Based on William Edmund Barrett's 1962 novel, producer/director Ralph Nelson's 'Lilies of the Field' tells the story of African American handyman Homer Smith (Sidney Poitier) and his encounter with a group of Eastern European nuns. He comes upon their farm in the Arizona desert through an act of fate, or the will of God according to the order's leader Mother Maria (Lilia Skala), in search of water for his car.
Understandably, Mother Maria thinks Homer, or Schmidt as the nuns call him, is an answer to their prayers. She asks him to fix the roof, which he is willing to do for pay. At suppertime, Homer (and the audience) sees how meager the nuns' lives are when they serve him a meal that is not very filling. He helps them learn English and then stays the night, under the presumption he is going to get paid in the morning.
However, Mother Maria has a plan. At first, she talks him into performing other jobs around the farm, and then she reveals her ultimate goal: getting Homer to build a chapel so the local people, mainly comprised of poor Mexicans, won't have to travel so far to worship. Although he had dreamed of being an architect, he couldn't afford to go to school so he declines the offer. That is until a construction contractor, Ashton (Ralph Nelson in an uncredited role), calls him "Boy" and scoffs at the idea. Homer decides to show Ashton and himself that he can do it.
That scene was the first and only bit of overt racism in the story, which is interesting considering what was occurring elsewhere in America in 1963 when the film was released. In Birmingham, Alabama, photographs and newsreels showed police officers using fire hoses and dogs against African Americans and members of the Ku Klux Klan killed four girls when they bombed the Sixteenth Street Baptist Church. In Mississippi, Medgar Evers was assassinated. Martin Luther King Jr. led the March on Washington and gave his "I Have a Dream" speech.
I am very curious if the country's racial turmoil contributed in any way to Academy voters honoring Poitier with the very first Best Actor Oscar given to an African American. Rather than the traditional winners where an actor is clearly acting in a showy, over-the-top performance or by portraying an afflicted character, Poitier's Homer is a subtle creation that reveals a man is a man no matter his skin color.

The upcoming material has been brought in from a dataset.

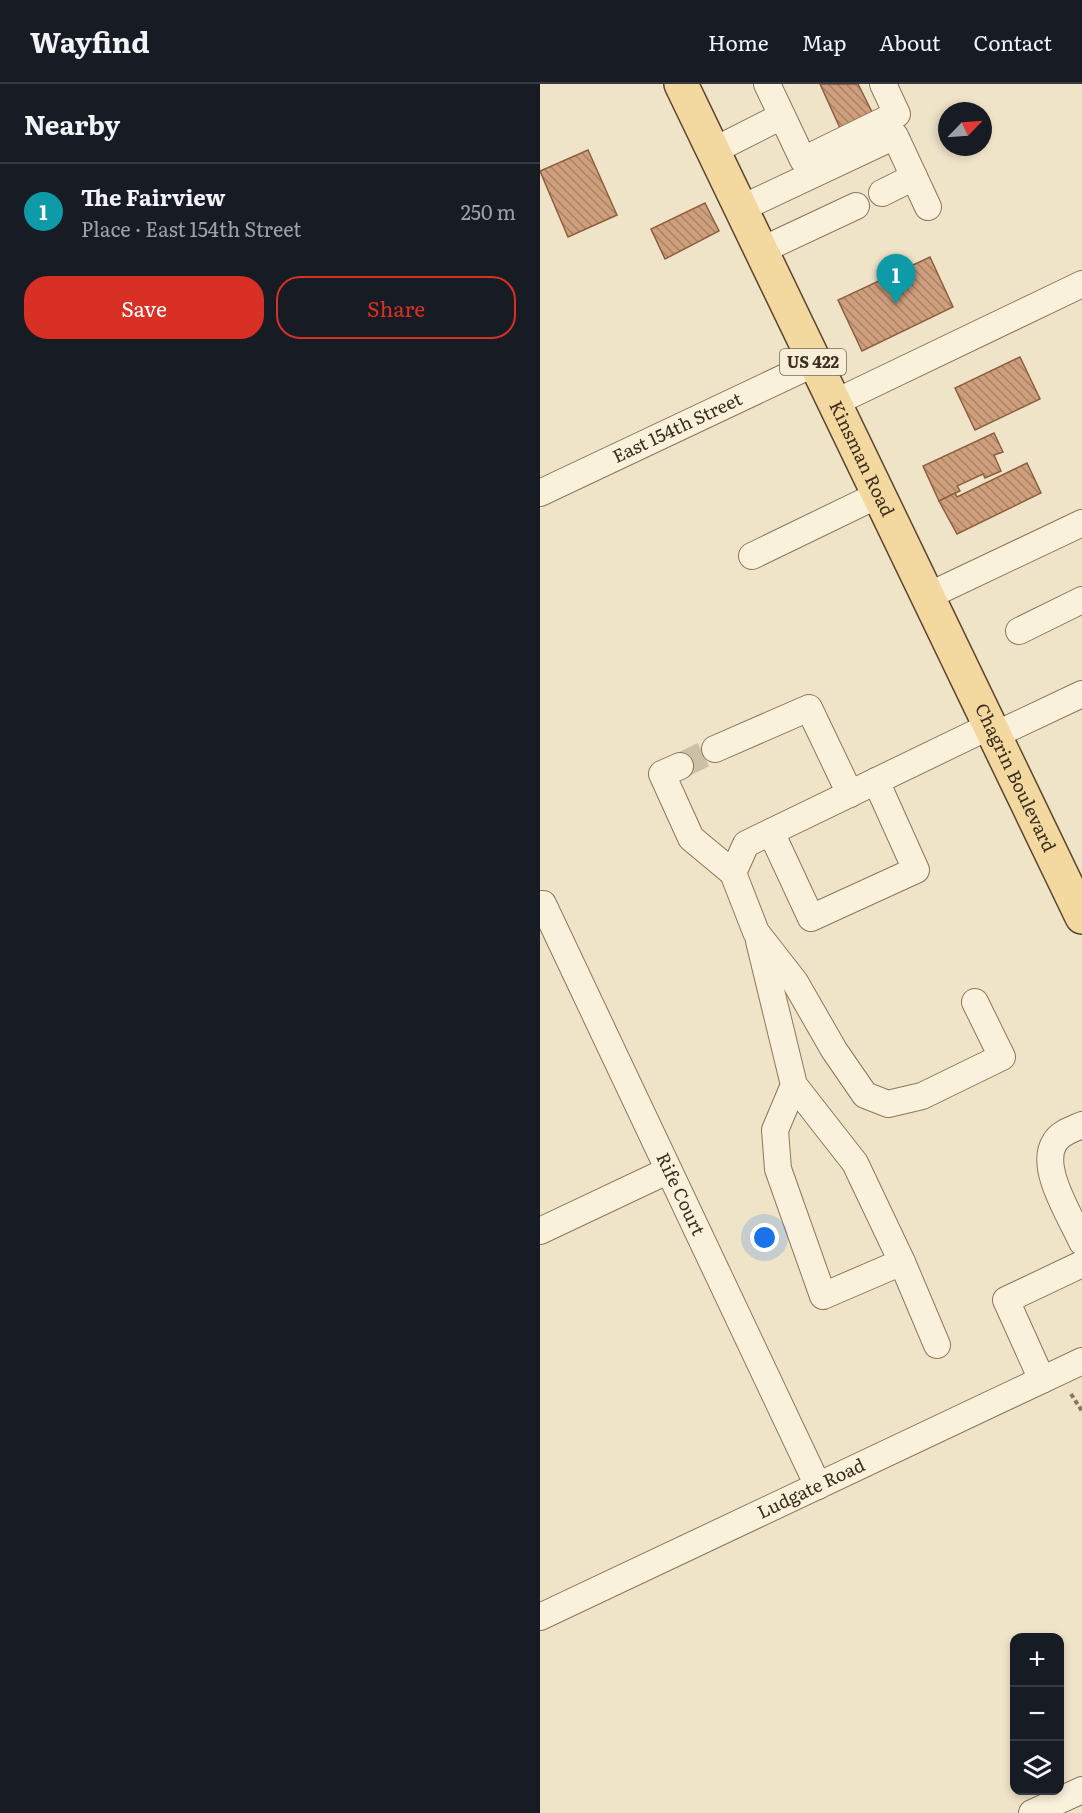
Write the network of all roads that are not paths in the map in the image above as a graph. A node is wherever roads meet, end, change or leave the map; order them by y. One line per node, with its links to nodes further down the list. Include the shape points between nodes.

The plot of 'Lilies of the Field' moves along at a brisk pace and the main characters deal with little conflict in achieving, which is my only complaint. It's a feel-good movie with an ending that comes as no surprise. While there is certainly an audience for that, I would have preferred greater challenges in order to make their resolutions more satisfying.
The Blu-ray: Vital Disc Stats
Twilight Time presents 'Lilies of the Field' comes on a 50GB Region Free Blu-ray disc housed in a clear keepcase. The booklet features liner notes by Julie Kirgo. The disc boots up directly to the menu screen without any promotional advertisements.

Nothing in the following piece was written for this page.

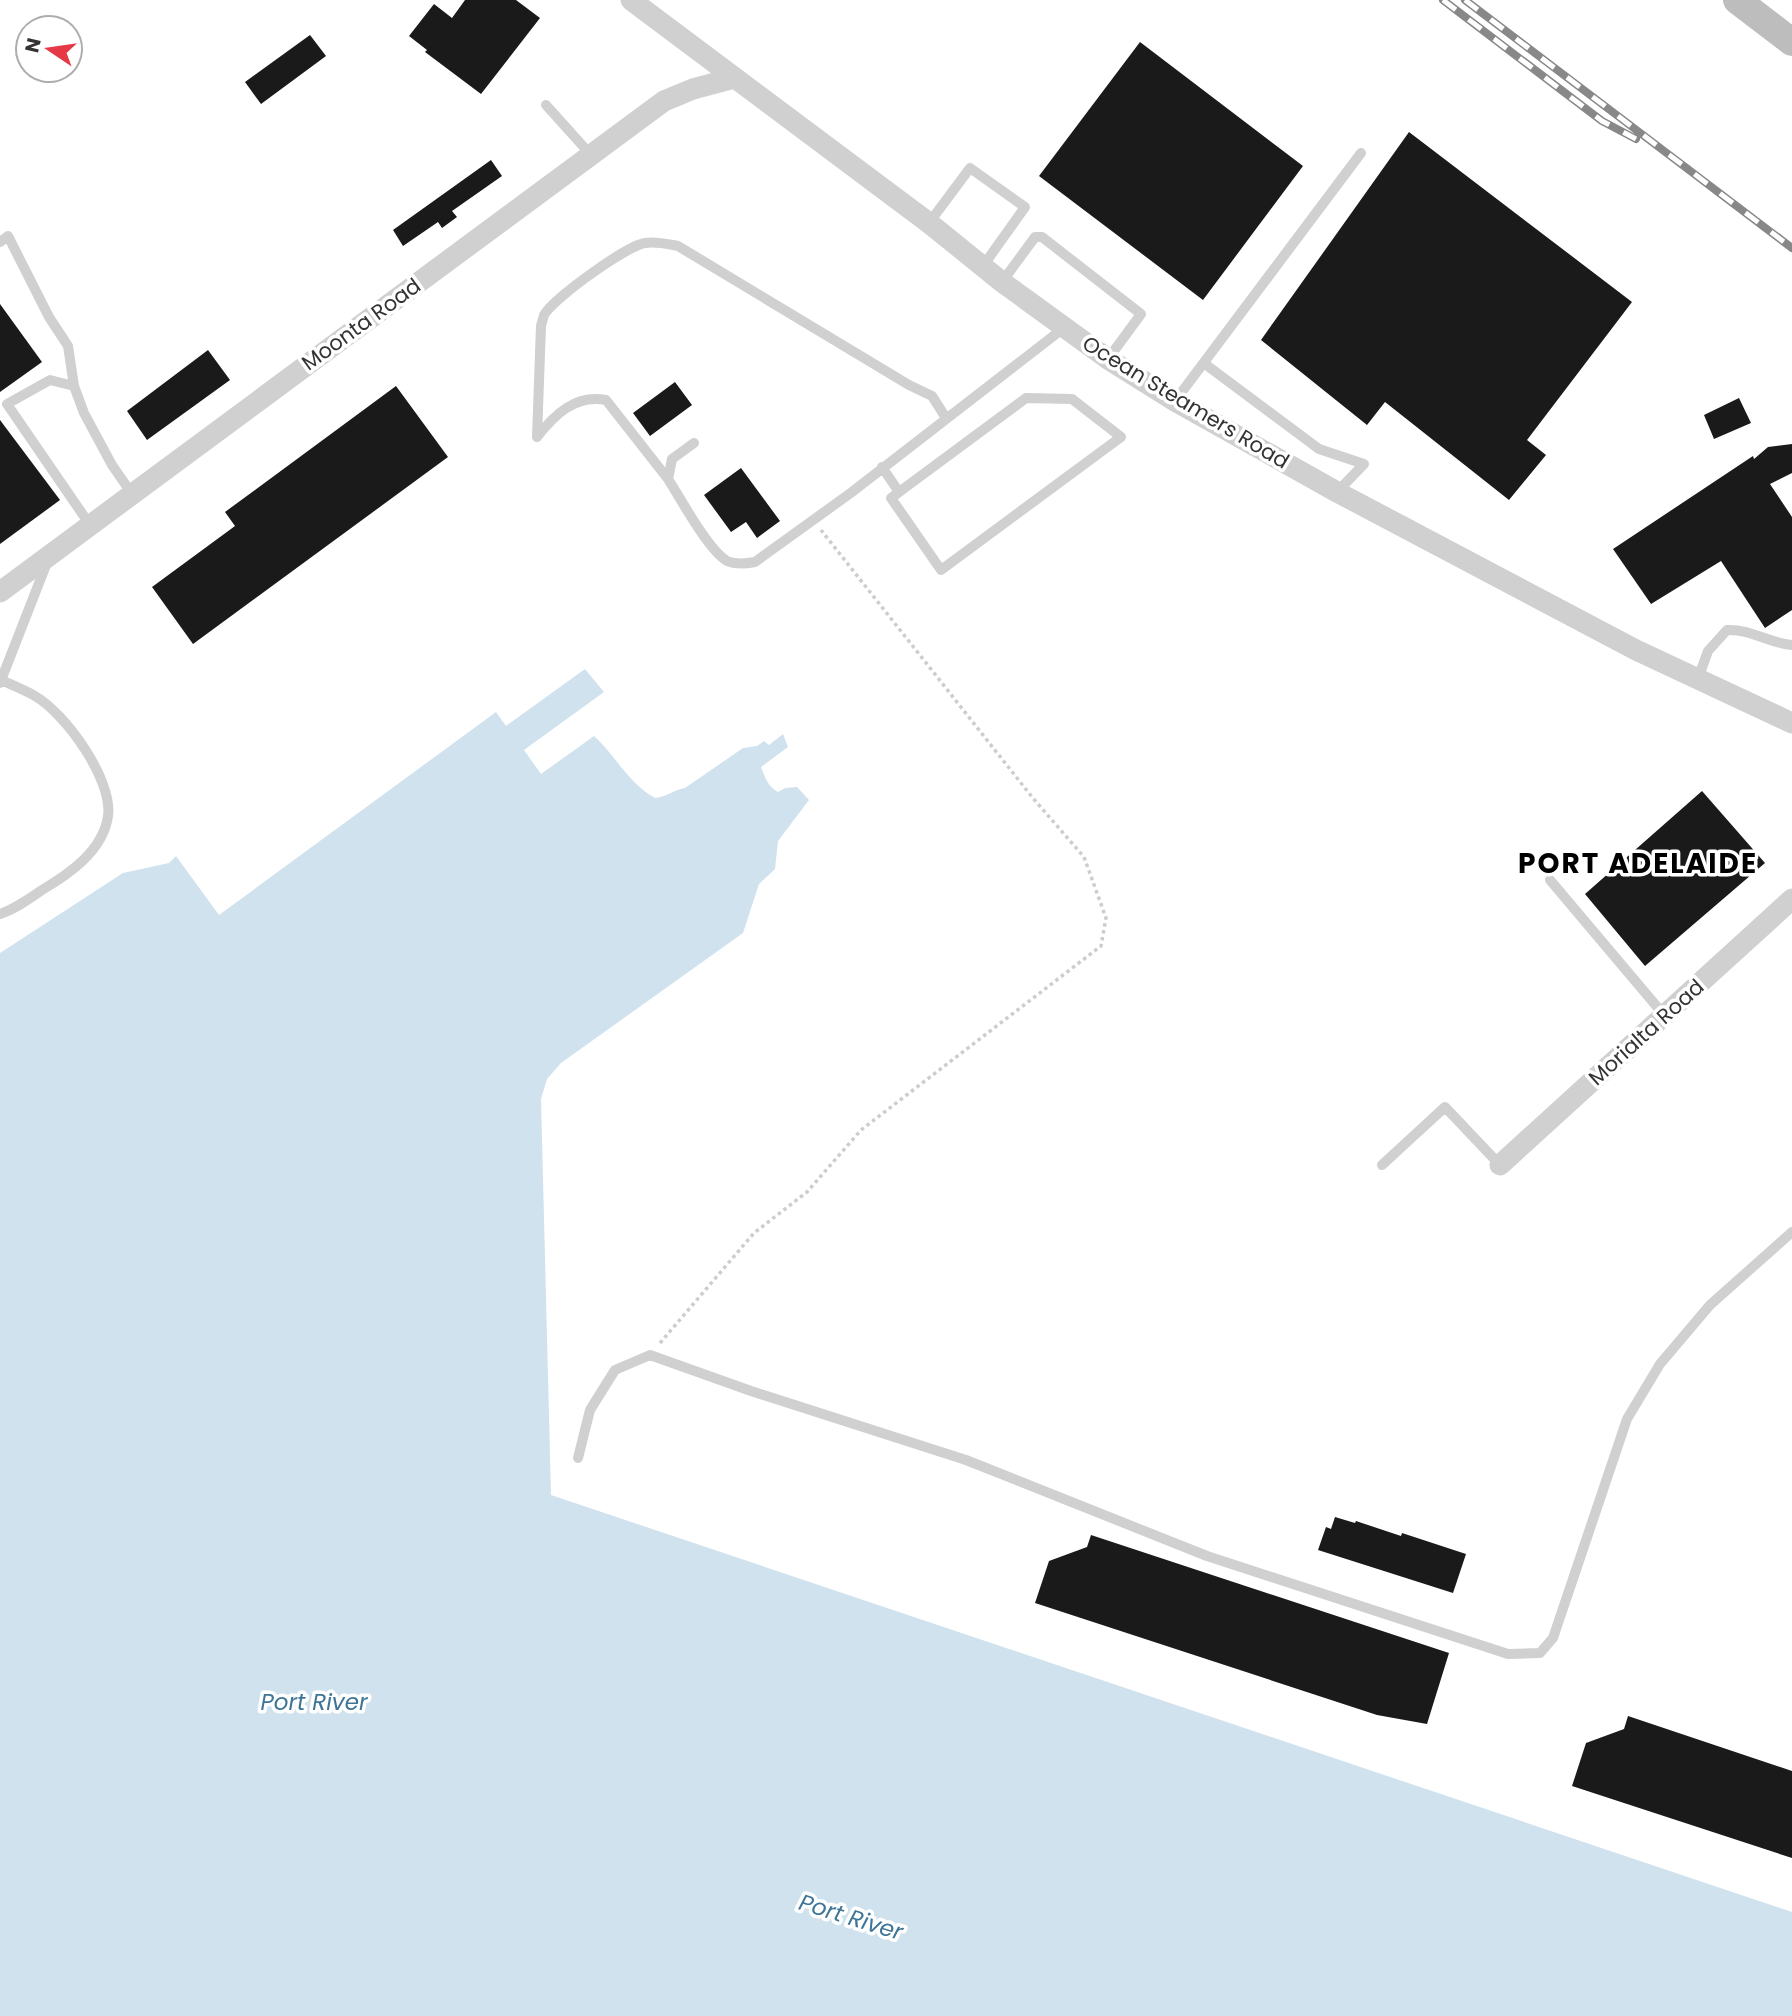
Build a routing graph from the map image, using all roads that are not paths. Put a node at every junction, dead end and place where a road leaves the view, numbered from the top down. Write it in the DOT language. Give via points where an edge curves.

The video has been given a 1080p/AVC-MPEG-4 encoded transfer displayed at 1.66:1. Ernest Haller's cinemtography delivers great contrast throughout thanks to the rich blacks and bright whites. A wide spectrum of grays can also be seen. The image delivers good depth and objects appear sharp as texture detail comes through..
Natural film grain is noticeable. It increases when Mother Maria dictates a letter, and also in shits that include the sky. The print looks clean for the most part but occasionally white specks appear. In one scene after Homer leaves where the nuns are walking outside, a bit of banding appears along the horizon. The video appears free of major artifacts.

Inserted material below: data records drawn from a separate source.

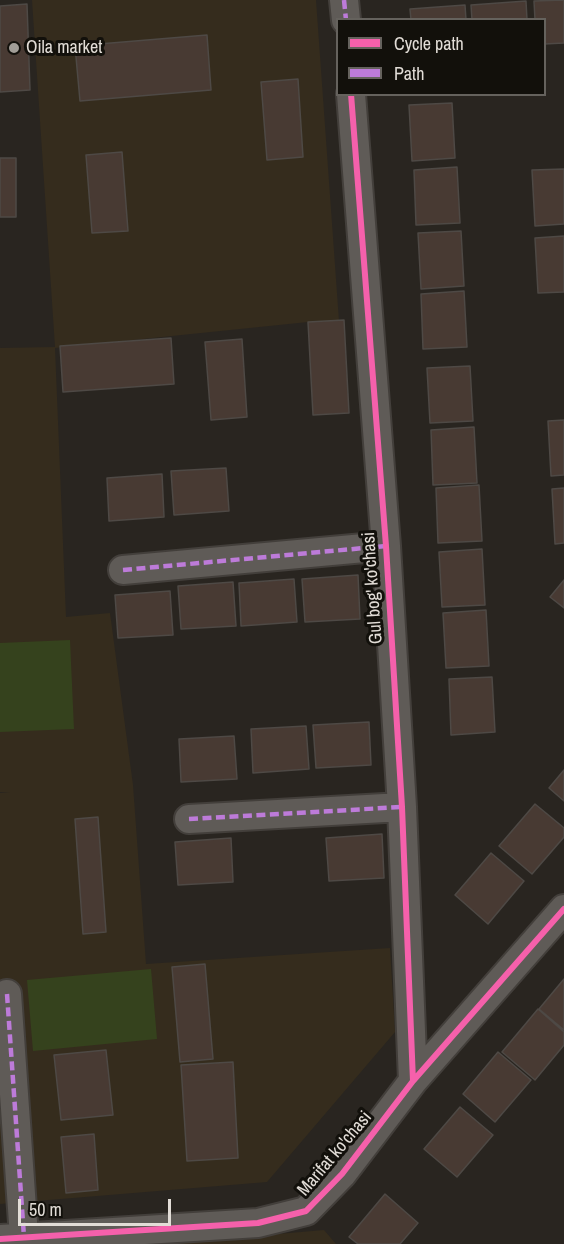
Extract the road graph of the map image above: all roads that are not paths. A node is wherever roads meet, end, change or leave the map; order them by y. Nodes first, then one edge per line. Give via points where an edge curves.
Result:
1 (344, 0) edge
2 (346, 18) edge
3 (351, 96) edge
4 (386, 546) junction
5 (123, 570) dead end
6 (402, 807) junction
7 (189, 819) dead end
8 (564, 909) edge
9 (7, 994) dead end
10 (413, 1081) junction
11 (12, 1238) edge

1 - 2 street
3 - 4 street, Gul bog' ko'chasi
4 - 5 street
4 - 6 street, Gul bog' ko'chasi
6 - 7 street
6 - 10 street, Gul bog' ko'chasi
8 - 10 street, Marifat ko'chasi
9 - 11 street
10 - 11 street, Marifat ko'chasi via 342,1174 306,1211 258,1223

The audio is available in DTS-HD MA 1.0. The dialogue is always clear and understandable. It's obvious Poitier was dubbed during when the character sings. Jester Hairston, who composed the song "Amen" sung in the film had the honors.
Legendary film composer Jerry Goldsmith's score rings through with great clarity, and naturally, sounds more robust on the isolated track. Although the soundtrack may not seem to have a wide dynamic range due to limited loud noises, the quiet end comes through well as heard in the soft sounds of Homer walking across dirt.
'Lilies of the Field' is a pleasant film that tells a story about humanity's inherent goodness. Fans of the film and of Sidney Poitier will certainly want to get a copy of Twilight Time's limited release. This HD presentation delivers a pleasing black and white picture and adequate sound. Recommended.